本发明应用一种全新的突变扫描和基因分型的遗传分析方法——高分辨熔解曲线（High resolution melting，HRM）分析技术。通过实时监测升温过程中双链DNA荧光染料与PCR产物的结合情况，SNP位点碱基不同会使双链DNA的TM值发生变化从而双链DNA在升温过程中先后解开，形成不同的熔解曲线形状，荧光染料从局部解链的DNA分子上释放，从荧光强度与时间曲线上就可以判断是否存在SNP，而且不同SNP位点、杂合子与纯合子等都会影响熔解曲线的峰形，能够有效区分不同SNP位点与不同基因型。
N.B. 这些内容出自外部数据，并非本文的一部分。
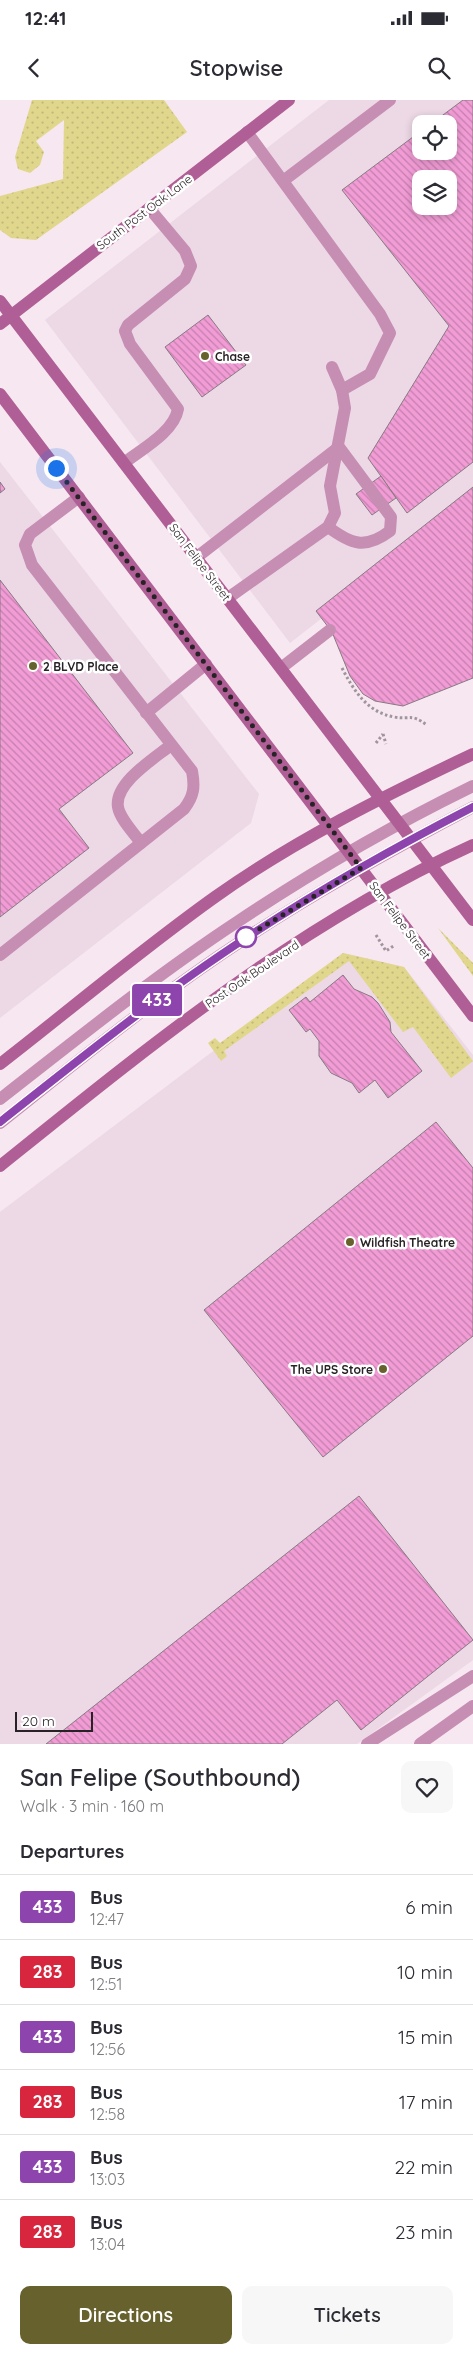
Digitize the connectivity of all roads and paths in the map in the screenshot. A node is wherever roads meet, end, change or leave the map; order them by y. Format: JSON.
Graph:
{"nodes":[{"id":1,"x":289,"y":100,"type":"edge"},
{"id":2,"x":390,"y":100,"type":"edge"},
{"id":3,"x":247,"y":132,"type":"junction"},
{"id":4,"x":283,"y":181,"type":"junction"},
{"id":5,"x":149,"y":208,"type":"junction"},
{"id":6,"x":0,"y":301,"type":"edge"},
{"id":7,"x":11,"y":316,"type":"junction"},
{"id":8,"x":0,"y":324,"type":"edge"},
{"id":9,"x":332,"y":367,"type":"dead end"},
{"id":10,"x":342,"y":390,"type":"junction"},
{"id":11,"x":0,"y":394,"type":"edge"},
{"id":12,"x":339,"y":447,"type":"junction"},
{"id":13,"x":124,"y":463,"type":"junction"},
{"id":14,"x":79,"y":497,"type":"junction"},
{"id":15,"x":328,"y":527,"type":"junction"},
{"id":16,"x":196,"y":557,"type":"junction"},
{"id":17,"x":228,"y":598,"type":"junction"},
{"id":18,"x":330,"y":630,"type":"dead end"},
{"id":19,"x":206,"y":664,"type":"junction"},
{"id":20,"x":281,"y":668,"type":"junction"},
{"id":21,"x":342,"y":668,"type":"dead end"},
{"id":22,"x":146,"y":713,"type":"junction"},
{"id":23,"x":427,"y":725,"type":"dead end"},
{"id":24,"x":376,"y":743,"type":"dead end"},
{"id":25,"x":386,"y":744,"type":"dead end"},
{"id":26,"x":171,"y":745,"type":"junction"},
{"id":27,"x":473,"y":754,"type":"edge"},
{"id":28,"x":473,"y":786,"type":"edge"},
{"id":29,"x":381,"y":799,"type":"junction"},
{"id":30,"x":473,"y":807,"type":"edge"},
{"id":31,"x":400,"y":824,"type":"junction"},
{"id":32,"x":329,"y":827,"type":"junction"},
{"id":33,"x":412,"y":840,"type":"junction"},
{"id":34,"x":141,"y":843,"type":"junction"},
{"id":35,"x":473,"y":845,"type":"edge"},
{"id":36,"x":349,"y":852,"type":"junction"},
{"id":37,"x":432,"y":866,"type":"junction"},
{"id":38,"x":361,"y":868,"type":"junction"},
{"id":39,"x":380,"y":893,"type":"junction"},
{"id":40,"x":473,"y":920,"type":"edge"},
{"id":41,"x":376,"y":936,"type":"dead end"},
{"id":42,"x":396,"y":944,"type":"dead end"},
{"id":43,"x":0,"y":955,"type":"edge"},
{"id":44,"x":473,"y":1016,"type":"edge"},
{"id":45,"x":0,"y":1064,"type":"edge"},
{"id":46,"x":0,"y":1100,"type":"edge"},
{"id":47,"x":0,"y":1122,"type":"edge"},
{"id":48,"x":0,"y":1166,"type":"edge"},
{"id":49,"x":473,"y":1676,"type":"edge"},
{"id":50,"x":473,"y":1706,"type":"edge"},
{"id":51,"x":367,"y":1744,"type":"edge"},
{"id":52,"x":420,"y":1744,"type":"edge"}],
"edges":[{"from":1,"to":3,"type":"main road","name":"South Post Oak Lane"},
{"from":2,"to":4,"type":"lane"},
{"from":3,"to":4,"type":"lane"},
{"from":3,"to":5,"type":"main road","name":"South Post Oak Lane"},
{"from":4,"to":10,"type":"lane"},
{"from":5,"to":7,"type":"main road","name":"South Post Oak Lane"},
{"from":5,"to":13,"type":"lane"},
{"from":6,"to":7,"type":"main road","name":"San Felipe Street"},
{"from":7,"to":8,"type":"main road","name":"South Post Oak Lane"},
{"from":7,"to":13,"type":"main road","name":"San Felipe Street"},
{"from":9,"to":10,"type":"lane"},
{"from":10,"to":12,"type":"lane"},
{"from":11,"to":14,"type":"main road","name":"San Felipe Street"},
{"from":12,"to":15,"type":"lane"},
{"from":12,"to":15,"type":"lane"},
{"from":12,"to":16,"type":"lane"},
{"from":13,"to":16,"type":"main road","name":"San Felipe Street"},
{"from":14,"to":19,"type":"main road","name":"San Felipe Street"},
{"from":14,"to":22,"type":"lane"},
{"from":15,"to":17,"type":"lane"},
{"from":16,"to":17,"type":"main road","name":"San Felipe Street"},
{"from":17,"to":20,"type":"main road","name":"San Felipe Street"},
{"from":18,"to":20,"type":"lane"},
{"from":19,"to":22,"type":"lane"},
{"from":19,"to":32,"type":"main road","name":"San Felipe Street"},
{"from":20,"to":29,"type":"main road","name":"San Felipe Street"},
{"from":21,"to":23,"type":"path"},
{"from":22,"to":26,"type":"lane"},
{"from":24,"to":25,"type":"path"},
{"from":26,"to":34,"type":"lane"},
{"from":26,"to":34,"type":"lane"},
{"from":27,"to":29,"type":"main road"},
{"from":28,"to":31,"type":"lane"},
{"from":29,"to":31,"type":"main road","name":"San Felipe Street"},
{"from":29,"to":32,"type":"main road"},
{"from":30,"to":33,"type":"lane"},
{"from":31,"to":33,"type":"main road","name":"San Felipe Street"},
{"from":31,"to":36,"type":"lane"},
{"from":32,"to":36,"type":"main road","name":"San Felipe Street"},
{"from":32,"to":45,"type":"main road"},
{"from":33,"to":37,"type":"main road","name":"San Felipe Street"},
{"from":33,"to":38,"type":"lane"},
{"from":34,"to":43,"type":"lane"},
{"from":35,"to":37,"type":"main road","name":"Post Oak Boulevard"},
{"from":36,"to":38,"type":"main road","name":"San Felipe Street"},
{"from":36,"to":46,"type":"lane"},
{"from":37,"to":39,"type":"main road","name":"Post Oak Boulevard"},
{"from":37,"to":40,"type":"main road","name":"San Felipe Street"},
{"from":38,"to":39,"type":"main road","name":"San Felipe Street"},
{"from":38,"to":47,"type":"lane"},
{"from":39,"to":44,"type":"main road","name":"San Felipe Street"},
{"from":39,"to":48,"type":"main road","name":"Post Oak Boulevard"},
{"from":41,"to":42,"type":"path"},
{"from":49,"to":51,"type":"lane"},
{"from":50,"to":52,"type":"lane"}]}
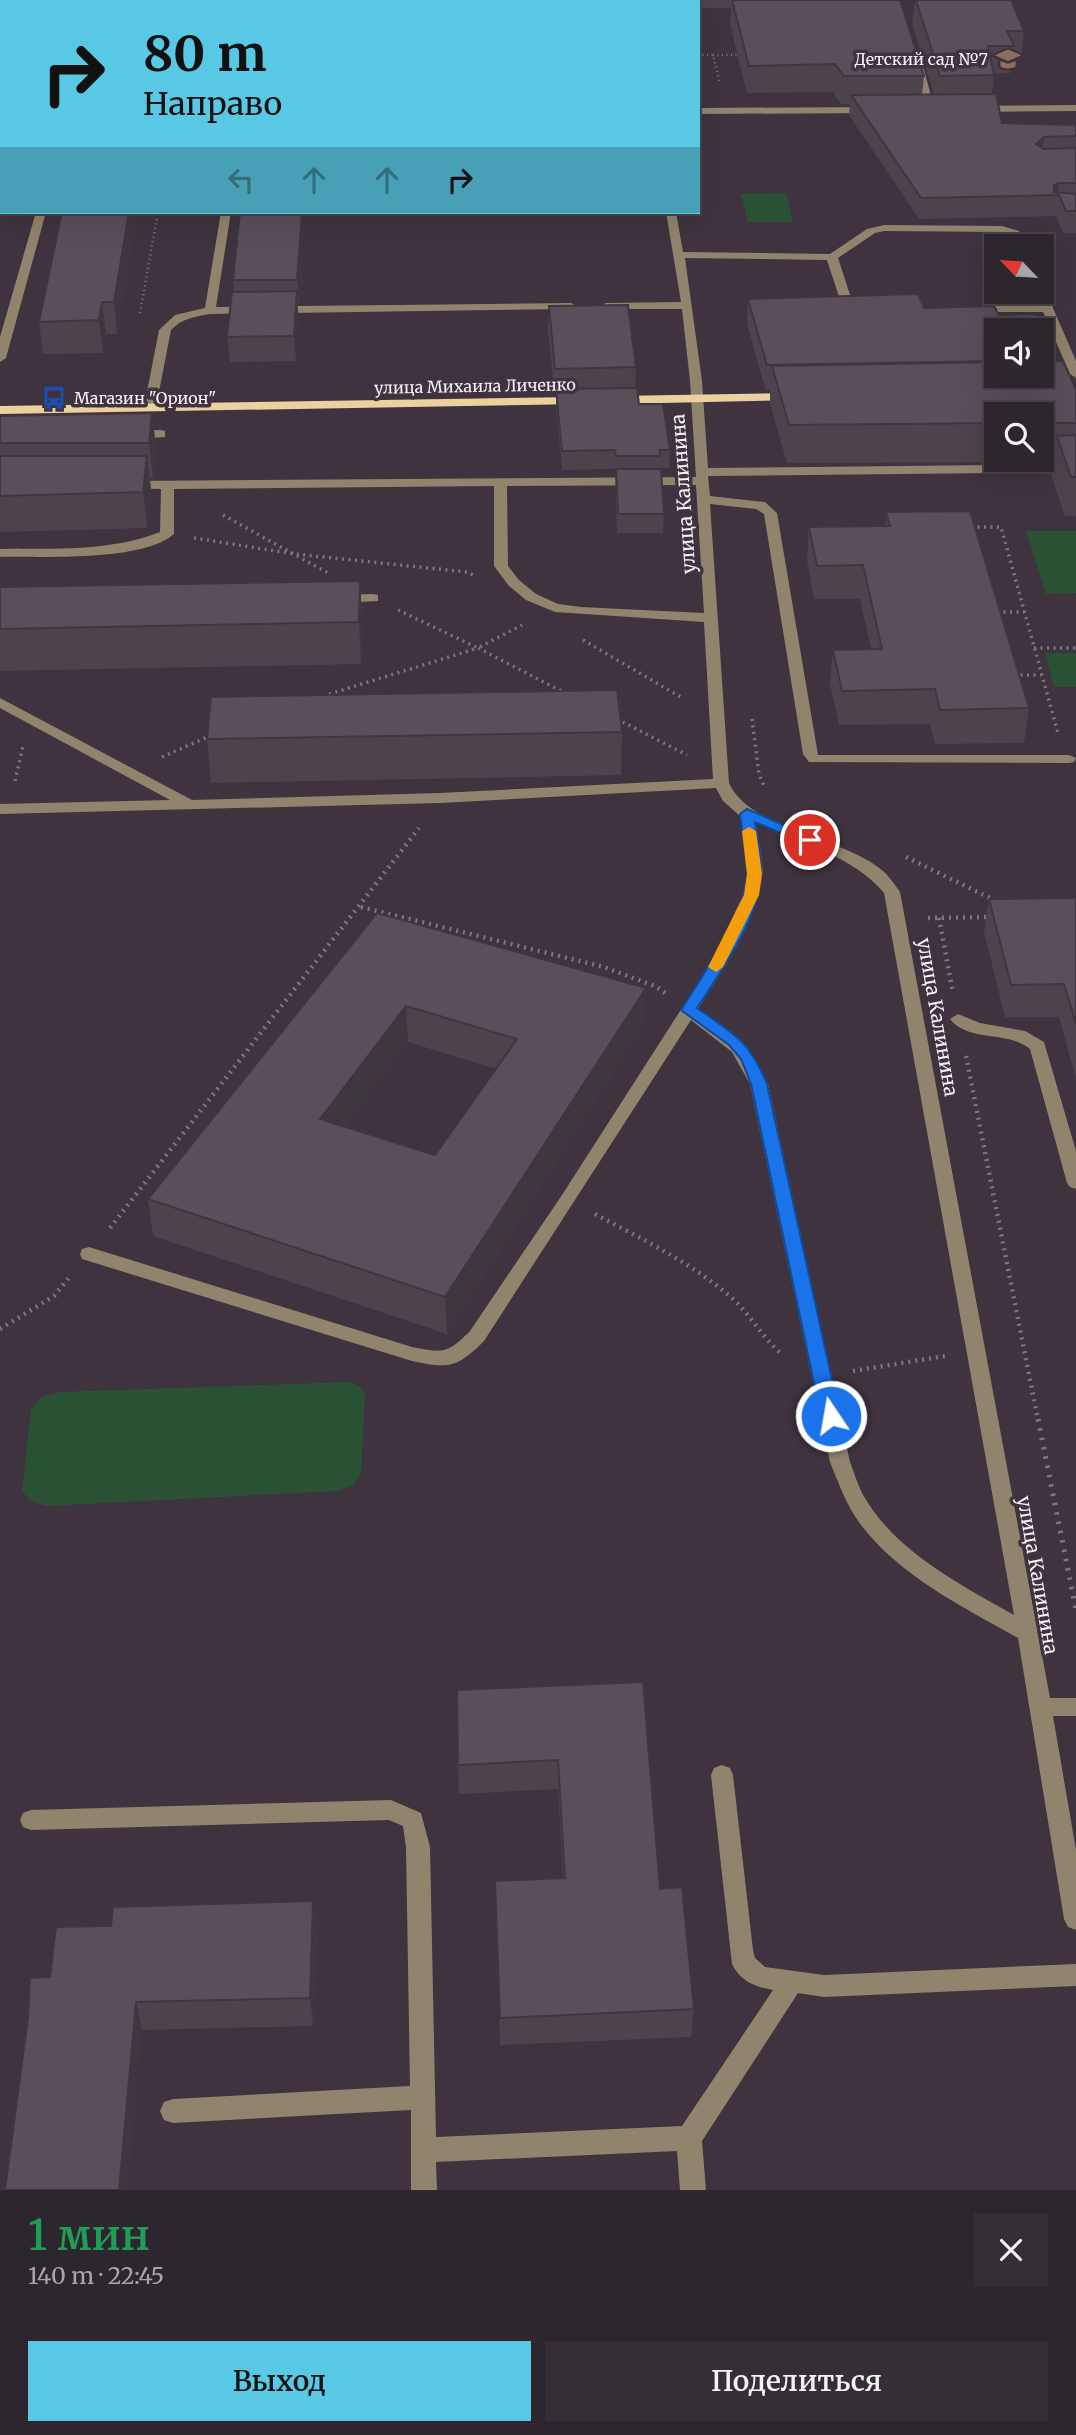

HRM不受突变碱基位点与类型局限，无需序列特异性探针，采用新型饱和染料更易于检测单碱基突变、小片段插入或缺失。该方法与其他遗传分型技术相比，操作简单，具有灵敏度高、特异性好、成本低、快速、高通量检测等优点，结果准确，且实现了真正的闭管操作。

发明内容

本发明的目的是提供一种简单易行的华法林个体化用药相关基因多态性的检测方法。